En date du 11 août 2016, le décret confirme l’inclusion des années de profession infirmière et d’autres professions médicales dans le calcul des droits à pension. Explications. Rappel : Tous les services fournis en tant que fonctionnaire (titulaire et stagiaire) sont pris en compte pour déterminer les droits à pension. Cela vous donne droit aux « quartiers » que vous accumulez tout au long de votre carrière. Peu à peu, vous gagnez des « droits à pension ». Une fois que vous atteignez le nombre de quartiers requis par la loi, vous pouvez prendre votre retraite à plein rythme.
Retraite des infirmières
Le système paraît limpide sur le papier, mais dès qu’une zone d’ombre apparaît, l’administration s’en mêle et tout se complique. C’est exactement ce qui s’est produit en 2016. La question qui taraudait alors les professionnels était sans détour : les années d’études infirmières peuvent-elles compter dans les périodes travaillées en tant qu’agent non titulaire, et ainsi ouvrir droit à la pension ? En somme, valider des trimestres grâce à ces années sur les bancs de l’école était-il envisageable ?
Le 12 février, le Conseil d’État a tranché. En l’absence de texte clair, la réponse a été un non sec : aucune disposition ne permettait d’intégrer les années de formation en soins infirmiers pour obtenir des quartiers de retraite. Une décision qui a semé le doute et la frustration parmi les professionnels concernés.
La CNRACL a demandé des éclaircissements sur ces textes
Face à ce flou, la Caisse nationale de retraite des agents des collectivités locales (CNRACL) a tiré la sonnette d’alarme en juin 2016. Elle a sollicité le Ministère des Affaires sociales et de la Santé pour obtenir un positionnement explicite et mettre un terme à l’incertitude juridique.

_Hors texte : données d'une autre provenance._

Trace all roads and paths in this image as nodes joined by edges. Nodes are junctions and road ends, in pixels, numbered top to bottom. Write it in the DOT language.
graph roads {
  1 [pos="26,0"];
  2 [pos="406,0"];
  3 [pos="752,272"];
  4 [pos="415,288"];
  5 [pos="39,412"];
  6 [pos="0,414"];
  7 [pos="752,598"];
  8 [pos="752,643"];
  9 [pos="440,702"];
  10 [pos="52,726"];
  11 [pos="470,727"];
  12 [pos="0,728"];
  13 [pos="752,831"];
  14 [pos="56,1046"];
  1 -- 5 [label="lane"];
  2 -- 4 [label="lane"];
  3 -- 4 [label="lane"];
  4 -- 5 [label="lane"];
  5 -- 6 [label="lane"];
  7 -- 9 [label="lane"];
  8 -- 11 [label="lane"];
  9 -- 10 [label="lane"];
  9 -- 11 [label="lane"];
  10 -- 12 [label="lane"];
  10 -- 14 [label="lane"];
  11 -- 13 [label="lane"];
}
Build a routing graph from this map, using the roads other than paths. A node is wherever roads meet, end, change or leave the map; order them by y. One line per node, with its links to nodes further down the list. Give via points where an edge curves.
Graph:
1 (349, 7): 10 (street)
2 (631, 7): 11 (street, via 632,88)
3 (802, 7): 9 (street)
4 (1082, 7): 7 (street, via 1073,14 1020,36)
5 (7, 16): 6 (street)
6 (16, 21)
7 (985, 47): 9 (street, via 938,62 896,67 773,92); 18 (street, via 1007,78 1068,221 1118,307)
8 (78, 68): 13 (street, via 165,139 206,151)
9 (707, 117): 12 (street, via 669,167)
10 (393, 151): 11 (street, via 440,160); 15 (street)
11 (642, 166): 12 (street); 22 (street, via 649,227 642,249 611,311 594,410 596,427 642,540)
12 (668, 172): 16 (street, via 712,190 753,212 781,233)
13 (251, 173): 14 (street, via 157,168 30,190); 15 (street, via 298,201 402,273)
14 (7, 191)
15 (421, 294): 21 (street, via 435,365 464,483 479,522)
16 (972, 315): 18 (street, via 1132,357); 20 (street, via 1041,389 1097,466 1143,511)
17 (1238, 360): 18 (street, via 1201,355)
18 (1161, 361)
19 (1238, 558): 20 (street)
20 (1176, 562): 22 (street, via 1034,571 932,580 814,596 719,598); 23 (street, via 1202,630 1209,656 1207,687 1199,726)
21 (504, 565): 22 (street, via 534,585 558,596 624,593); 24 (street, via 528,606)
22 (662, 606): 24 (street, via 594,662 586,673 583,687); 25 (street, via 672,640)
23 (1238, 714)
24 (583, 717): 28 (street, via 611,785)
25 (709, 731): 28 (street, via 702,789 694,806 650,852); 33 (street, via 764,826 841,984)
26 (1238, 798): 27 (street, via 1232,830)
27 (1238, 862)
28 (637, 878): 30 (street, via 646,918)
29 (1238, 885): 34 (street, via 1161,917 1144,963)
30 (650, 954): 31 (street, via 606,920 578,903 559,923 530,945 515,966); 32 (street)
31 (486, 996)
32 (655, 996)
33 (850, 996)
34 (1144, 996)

Le 11 août 2016, les autorités ont enfin apporté leur réponse. Le décret publié ce jour-là pose la règle noire sur blanc : toute période d’études suivie dans une école, publique ou privée, donnant accès au diplôme d’infirmière, de sage-femme, de travailleur social, ou à un diplôme équivalent reconnu dans un pays de l’Union européenne ou de l’Espace économique européen, peut être prise en compte pour la validation des périodes de travail.
Cette avancée signifie qu’il n’est plus nécessaire d’avoir exercé strictement comme infirmière pour faire valider ses années d’études. Une aide-soignante ayant finalisé sa formation, ou une professionnelle s’étant spécialisée dans la petite enfance, peut donc faire valoir ces années dans son parcours, à condition que la demande de validation couvre l’intégralité de la durée d’études sans dépasser la durée légale du Diplôme d’État français : trois ans maximum, comme le précise l’article D.4311-17 du Code de la santé publique.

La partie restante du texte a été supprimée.